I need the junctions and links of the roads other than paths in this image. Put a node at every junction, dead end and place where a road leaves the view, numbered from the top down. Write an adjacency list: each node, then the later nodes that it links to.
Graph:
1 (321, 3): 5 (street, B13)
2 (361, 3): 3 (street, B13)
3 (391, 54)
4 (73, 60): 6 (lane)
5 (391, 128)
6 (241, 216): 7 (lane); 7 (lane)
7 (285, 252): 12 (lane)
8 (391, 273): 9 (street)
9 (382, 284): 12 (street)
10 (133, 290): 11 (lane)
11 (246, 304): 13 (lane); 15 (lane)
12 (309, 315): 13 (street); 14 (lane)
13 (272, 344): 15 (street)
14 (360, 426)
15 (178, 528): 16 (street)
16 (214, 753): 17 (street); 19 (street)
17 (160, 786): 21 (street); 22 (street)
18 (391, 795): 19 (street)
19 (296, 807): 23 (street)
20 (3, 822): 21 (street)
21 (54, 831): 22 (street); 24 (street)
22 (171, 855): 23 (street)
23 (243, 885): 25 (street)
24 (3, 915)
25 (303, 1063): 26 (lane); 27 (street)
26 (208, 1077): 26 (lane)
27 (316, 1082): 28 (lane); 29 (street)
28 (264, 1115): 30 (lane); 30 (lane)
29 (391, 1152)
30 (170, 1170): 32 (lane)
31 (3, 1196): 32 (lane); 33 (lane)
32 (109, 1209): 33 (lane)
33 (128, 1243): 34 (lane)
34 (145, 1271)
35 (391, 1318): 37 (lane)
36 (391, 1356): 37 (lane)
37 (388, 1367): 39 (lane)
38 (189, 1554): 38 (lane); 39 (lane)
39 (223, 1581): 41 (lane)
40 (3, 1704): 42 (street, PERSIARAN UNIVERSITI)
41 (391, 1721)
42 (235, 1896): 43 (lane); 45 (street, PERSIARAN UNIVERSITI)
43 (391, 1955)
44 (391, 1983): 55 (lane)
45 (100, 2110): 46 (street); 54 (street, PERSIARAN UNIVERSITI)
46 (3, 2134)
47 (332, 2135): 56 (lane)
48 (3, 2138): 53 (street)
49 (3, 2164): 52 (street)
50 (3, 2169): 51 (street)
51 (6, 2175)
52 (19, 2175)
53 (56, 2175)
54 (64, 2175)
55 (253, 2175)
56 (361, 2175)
────────
▶ What to produce: Please give the full set of data again exactly.

▶ Response below:
I need the junctions and links of the roads other than paths in this image. Put a node at every junction, dead end and place where a road leaves the view, numbered from the top down. Write an adjacency list: each node, then the later nodes that it links to.
Graph:
1 (321, 3): 5 (street, B13)
2 (361, 3): 3 (street, B13)
3 (391, 54)
4 (73, 60): 6 (lane)
5 (391, 128)
6 (241, 216): 7 (lane); 7 (lane)
7 (285, 252): 12 (lane)
8 (391, 273): 9 (street)
9 (382, 284): 12 (street)
10 (133, 290): 11 (lane)
11 (246, 304): 13 (lane); 15 (lane)
12 (309, 315): 13 (street); 14 (lane)
13 (272, 344): 15 (street)
14 (360, 426)
15 (178, 528): 16 (street)
16 (214, 753): 17 (street); 19 (street)
17 (160, 786): 21 (street); 22 (street)
18 (391, 795): 19 (street)
19 (296, 807): 23 (street)
20 (3, 822): 21 (street)
21 (54, 831): 22 (street); 24 (street)
22 (171, 855): 23 (street)
23 (243, 885): 25 (street)
24 (3, 915)
25 (303, 1063): 26 (lane); 27 (street)
26 (208, 1077): 26 (lane)
27 (316, 1082): 28 (lane); 29 (street)
28 (264, 1115): 30 (lane); 30 (lane)
29 (391, 1152)
30 (170, 1170): 32 (lane)
31 (3, 1196): 32 (lane); 33 (lane)
32 (109, 1209): 33 (lane)
33 (128, 1243): 34 (lane)
34 (145, 1271)
35 (391, 1318): 37 (lane)
36 (391, 1356): 37 (lane)
37 (388, 1367): 39 (lane)
38 (189, 1554): 38 (lane); 39 (lane)
39 (223, 1581): 41 (lane)
40 (3, 1704): 42 (street, PERSIARAN UNIVERSITI)
41 (391, 1721)
42 (235, 1896): 43 (lane); 45 (street, PERSIARAN UNIVERSITI)
43 (391, 1955)
44 (391, 1983): 55 (lane)
45 (100, 2110): 46 (street); 54 (street, PERSIARAN UNIVERSITI)
46 (3, 2134)
47 (332, 2135): 56 (lane)
48 (3, 2138): 53 (street)
49 (3, 2164): 52 (street)
50 (3, 2169): 51 (street)
51 (6, 2175)
52 (19, 2175)
53 (56, 2175)
54 (64, 2175)
55 (253, 2175)
56 (361, 2175)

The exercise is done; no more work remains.